Baseball Discussion On Reddit

CS 505 Data Science with Python at Boston University - Final Project

View the Project on GitHub bsowens/cs505-final-project

Baseball Discussion On Reddit

Finding a correlation between MLB team performance and online discussion by fans.

Benjamin Owens & Jennifer Tsui

Fall 2016

CS 505/591 - Mark Crovella

Introduction

Often times sports have the side effect of bonding together the fans of each team. Perhaps it is the case that a very lonely person is looking to find their niche in the form of a baseball team to be a fan of. Our data would help this person find the most loyal fanbases, so they can make some new friends and bond over their newfound passion of baseball! On the other hand, locating a very loyal fanbase may help with classifying the general sentiment of the fanbase, and why they may be seen as negative or positive. This may sound farfetched, but in actuality the study of sports fans lays at the intersections of various disciplines including psychology, sociology, physiology, philosophy, and more.123

In order to find the which fanbases are the most loyal, we must begin by scraping data from the subreddit /r/baseball for the year of 2015. We then to acquire data about all of the games for 2015 season from the Retrosheet Game Logs data set. After we finish retrieving the data, we planned to represent the data as a variety of time series. These time series would detail the number of posts about each of the select baseball teams that we choose to analyse. We choose to sample our data each Sunday of the year.

After we acquire all of the time series, we planned to compare them by finding the correlations (Pearson and Cross-correlation) to see how similar the time series are. From this, we hope to glean some understanding on why these time series look different by comparing them to the team’s track record of wins, which will also be represented as time series. After comparing these time series (Reddit post history vs. wins) based on those correlations, we can then discover some information on which teams’ fans are the most loyal.

Technique

First, we take create a bunch of time series and store that information in reddit_stats (converted from the dataset in posts_with_mentions.csv) for each team based on the number of posts per week to the subreddit /r/baseball for that specific team. For each time series, we bucketed the data according to a weekly schedule. From there, we compared Reddit score/posting frequency. We will use numpy.corrcoef and numpy.correlate and from the Numpy package to calculate the Pearson Correlation Coefficient and the Cross-Correlation, respectively. We will use this to find the most negatively correlated and the most positively correlated team performance to team discussion (on Reddit).

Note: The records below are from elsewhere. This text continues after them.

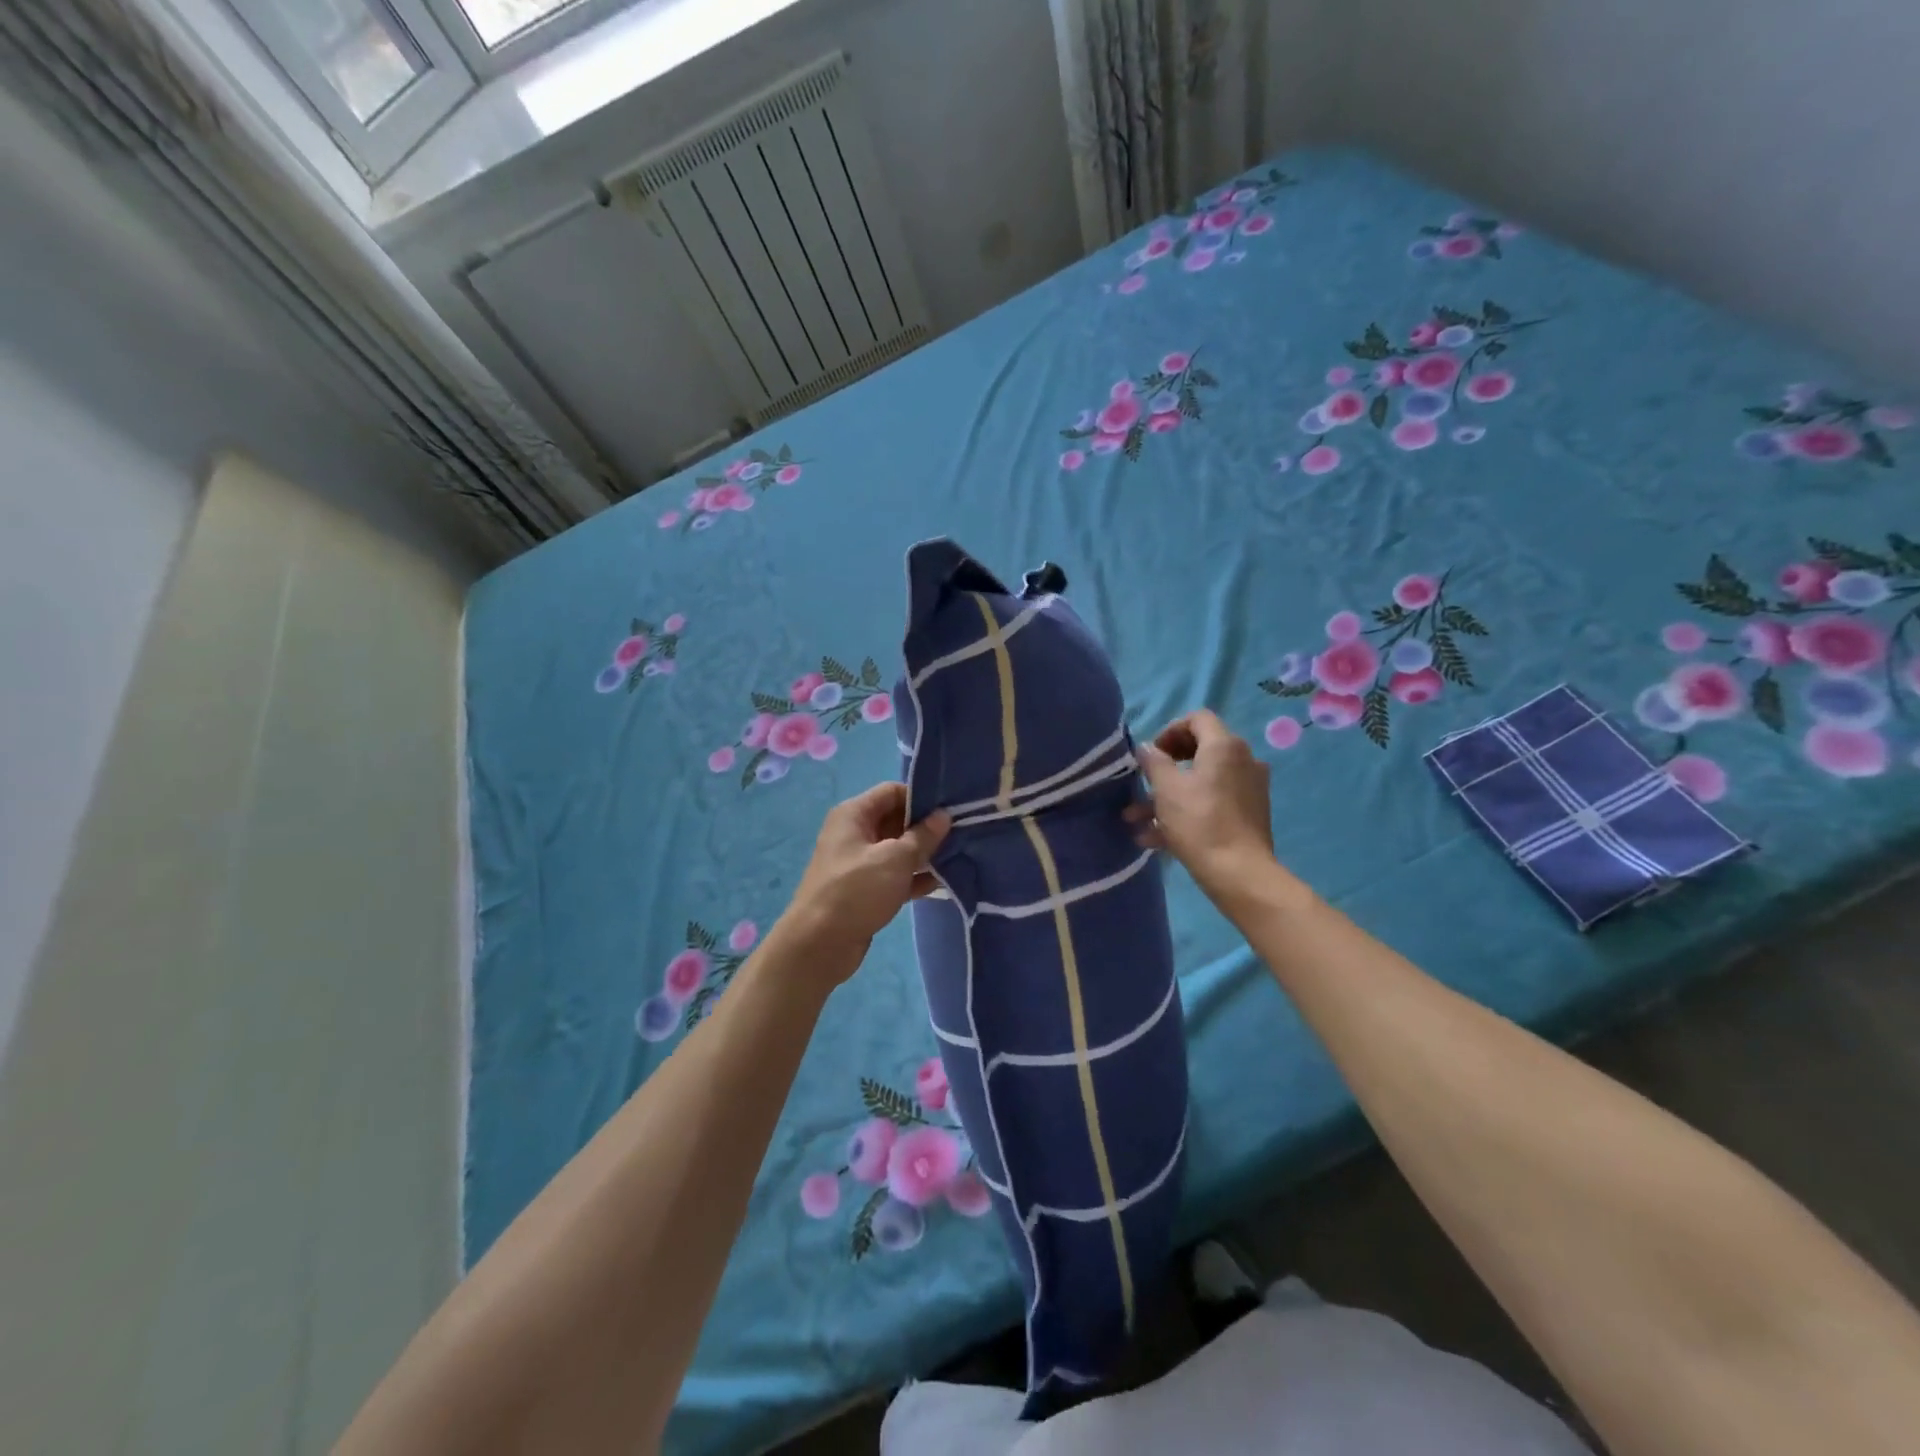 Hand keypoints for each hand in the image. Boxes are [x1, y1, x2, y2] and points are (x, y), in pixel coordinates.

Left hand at [778, 783, 951, 981]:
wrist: (819, 945)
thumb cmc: (856, 890)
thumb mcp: (895, 859)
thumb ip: (923, 836)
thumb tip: (944, 815)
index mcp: (854, 814)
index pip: (892, 792)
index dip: (921, 797)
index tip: (951, 809)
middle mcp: (854, 833)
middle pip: (896, 819)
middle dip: (926, 827)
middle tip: (962, 832)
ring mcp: (859, 862)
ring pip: (898, 850)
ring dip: (924, 854)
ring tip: (960, 855)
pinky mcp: (865, 889)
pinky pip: (895, 875)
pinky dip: (915, 877)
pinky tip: (943, 882)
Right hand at [1129, 710, 1274, 898]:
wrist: (1240, 873)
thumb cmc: (1199, 822)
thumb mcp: (1166, 789)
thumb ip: (1153, 762)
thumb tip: (1145, 748)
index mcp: (1225, 746)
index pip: (1197, 719)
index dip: (1170, 730)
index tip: (1152, 754)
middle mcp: (1243, 760)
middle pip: (1200, 750)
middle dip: (1166, 767)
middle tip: (1146, 780)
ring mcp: (1249, 789)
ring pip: (1202, 783)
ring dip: (1168, 796)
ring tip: (1136, 819)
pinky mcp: (1249, 815)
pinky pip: (1212, 803)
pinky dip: (1186, 812)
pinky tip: (1155, 838) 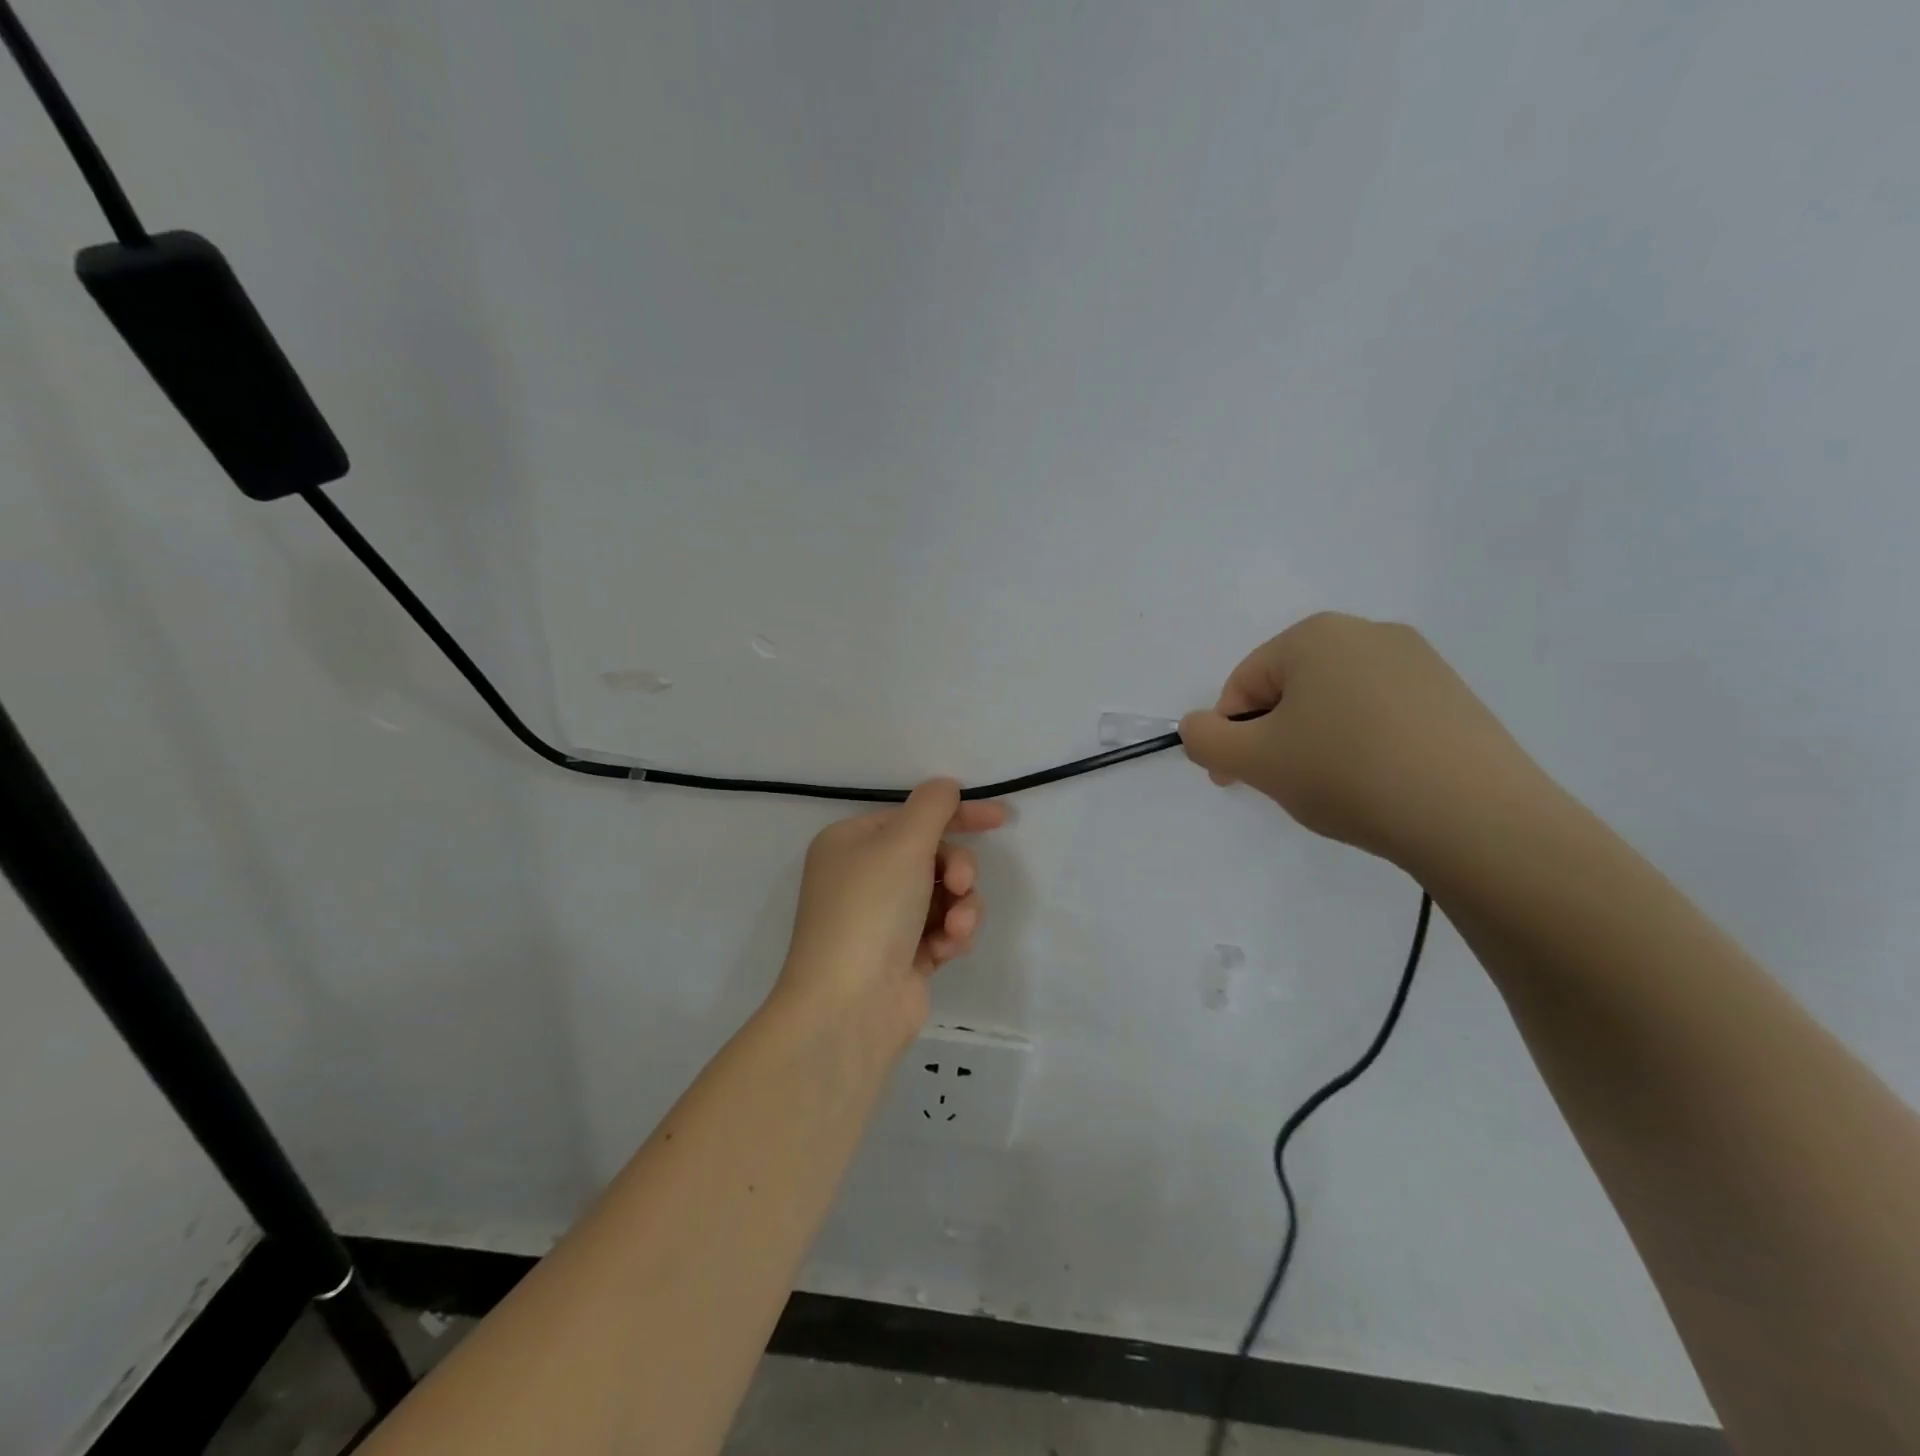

We figured we would use compare the time series using the Cross-correlation, which is a measure of similarity between two series as a function of the displacement of one relative to the other. Cross-correlation is often used for signal processing. We tried this because it’s a common way to analyze time series, but ultimately didn’t stick with it because we did not care about displacement for our time series. We originally considered comparing the time series using similarity metrics such as Euclidean Distance or Cosine similarity, but could not come up with a reasonable way to scale the time series (team’s performance and Reddit post frequency/score) in relation to each other.

Datasets and Experiments

As described previously, one of our datasets was retrieved from /r/baseball. Specifically, we retrieved the posts from the subreddit. We will be using the Reddit API and a open-source package (PRAW, short for Python Reddit API Wrapper) to retrieve data from the subreddit on a week-by-week basis. To acquire the initial set of data, we run a script called scrape_reddit.py. This script allows the user to collect data from any time period as specified by the user. For the sake of this analysis, we retrieved the posts from the most recent full year (2015). The .csv file derived from the full execution of the script is included in our github repository under the name of data.csv. However, we filtered this down to only include posts that mentions the teams or cities that we care about. This filtered data can be found in the posts_with_mentions.csv. The attributes of that .csv file are Reddit Post Score (secret function of upvotes, downvotes), Title (of the post), and Date (format: mm/dd/yyyy).

In addition to the dataset in posts_with_mentions.csv, we take the dataset from Retrosheet 2015 game log. We were initially planning to retrieve out data from the ESPN API, but discovered that they had recently closed access to that API. So instead we used the gamelogs dataset from 2015 (which is a CSV) in order to get more information on how each team performed during the year. This dataset initially came with a lot of data we don’t really care about, such as visiting team defensive statistics (which took up 6 columns). We eventually whittled the data set down to seven columns. These seven columns were yyyymmdd (gives the year, month, and day in that form), Visiting Team, Visiting League, Home Team, Home League, Visiting Team Score, and Home Team Score.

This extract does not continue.